#### Material for the task:

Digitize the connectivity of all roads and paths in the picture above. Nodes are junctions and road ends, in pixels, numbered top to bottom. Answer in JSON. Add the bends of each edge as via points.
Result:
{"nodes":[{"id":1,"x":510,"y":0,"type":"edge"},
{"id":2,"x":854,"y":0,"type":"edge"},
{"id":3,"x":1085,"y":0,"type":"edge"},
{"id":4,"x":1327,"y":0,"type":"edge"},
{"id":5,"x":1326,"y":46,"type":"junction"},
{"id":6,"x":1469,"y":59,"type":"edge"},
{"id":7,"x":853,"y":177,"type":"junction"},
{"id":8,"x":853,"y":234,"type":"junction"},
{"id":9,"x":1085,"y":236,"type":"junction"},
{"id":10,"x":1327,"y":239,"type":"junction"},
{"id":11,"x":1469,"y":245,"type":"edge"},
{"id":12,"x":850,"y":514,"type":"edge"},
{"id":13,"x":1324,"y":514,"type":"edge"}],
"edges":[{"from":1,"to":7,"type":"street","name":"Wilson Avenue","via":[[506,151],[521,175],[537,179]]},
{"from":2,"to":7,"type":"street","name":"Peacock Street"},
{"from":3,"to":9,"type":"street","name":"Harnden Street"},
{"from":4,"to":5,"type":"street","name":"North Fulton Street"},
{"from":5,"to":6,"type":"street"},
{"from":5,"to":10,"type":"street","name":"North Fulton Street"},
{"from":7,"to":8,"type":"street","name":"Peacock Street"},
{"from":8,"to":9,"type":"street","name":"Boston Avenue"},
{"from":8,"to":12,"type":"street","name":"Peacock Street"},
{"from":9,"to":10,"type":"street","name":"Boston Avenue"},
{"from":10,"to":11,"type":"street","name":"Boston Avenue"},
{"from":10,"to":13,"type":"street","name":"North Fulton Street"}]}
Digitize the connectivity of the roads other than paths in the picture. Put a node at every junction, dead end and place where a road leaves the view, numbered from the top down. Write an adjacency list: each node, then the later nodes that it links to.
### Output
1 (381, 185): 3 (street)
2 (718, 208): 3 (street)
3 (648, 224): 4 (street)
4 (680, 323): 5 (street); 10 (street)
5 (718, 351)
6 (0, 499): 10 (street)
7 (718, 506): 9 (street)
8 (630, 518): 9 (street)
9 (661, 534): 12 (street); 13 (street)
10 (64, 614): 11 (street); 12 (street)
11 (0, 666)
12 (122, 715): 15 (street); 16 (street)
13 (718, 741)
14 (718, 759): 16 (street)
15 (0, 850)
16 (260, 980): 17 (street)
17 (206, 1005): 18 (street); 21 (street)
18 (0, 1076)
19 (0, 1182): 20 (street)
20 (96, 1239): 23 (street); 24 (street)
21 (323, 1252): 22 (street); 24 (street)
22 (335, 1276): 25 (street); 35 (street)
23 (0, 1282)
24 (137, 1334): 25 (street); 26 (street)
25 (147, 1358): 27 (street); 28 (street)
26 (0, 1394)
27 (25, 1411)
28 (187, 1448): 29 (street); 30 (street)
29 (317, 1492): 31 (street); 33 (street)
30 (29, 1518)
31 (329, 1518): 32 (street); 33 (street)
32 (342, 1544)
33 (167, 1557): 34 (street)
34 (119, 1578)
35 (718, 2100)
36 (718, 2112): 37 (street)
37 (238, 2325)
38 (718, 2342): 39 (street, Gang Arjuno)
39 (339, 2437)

#### Exercise requirements:
For the data above, state how many lines contain "roads"; the number is the whole answer.

#### Output of the exercise:
2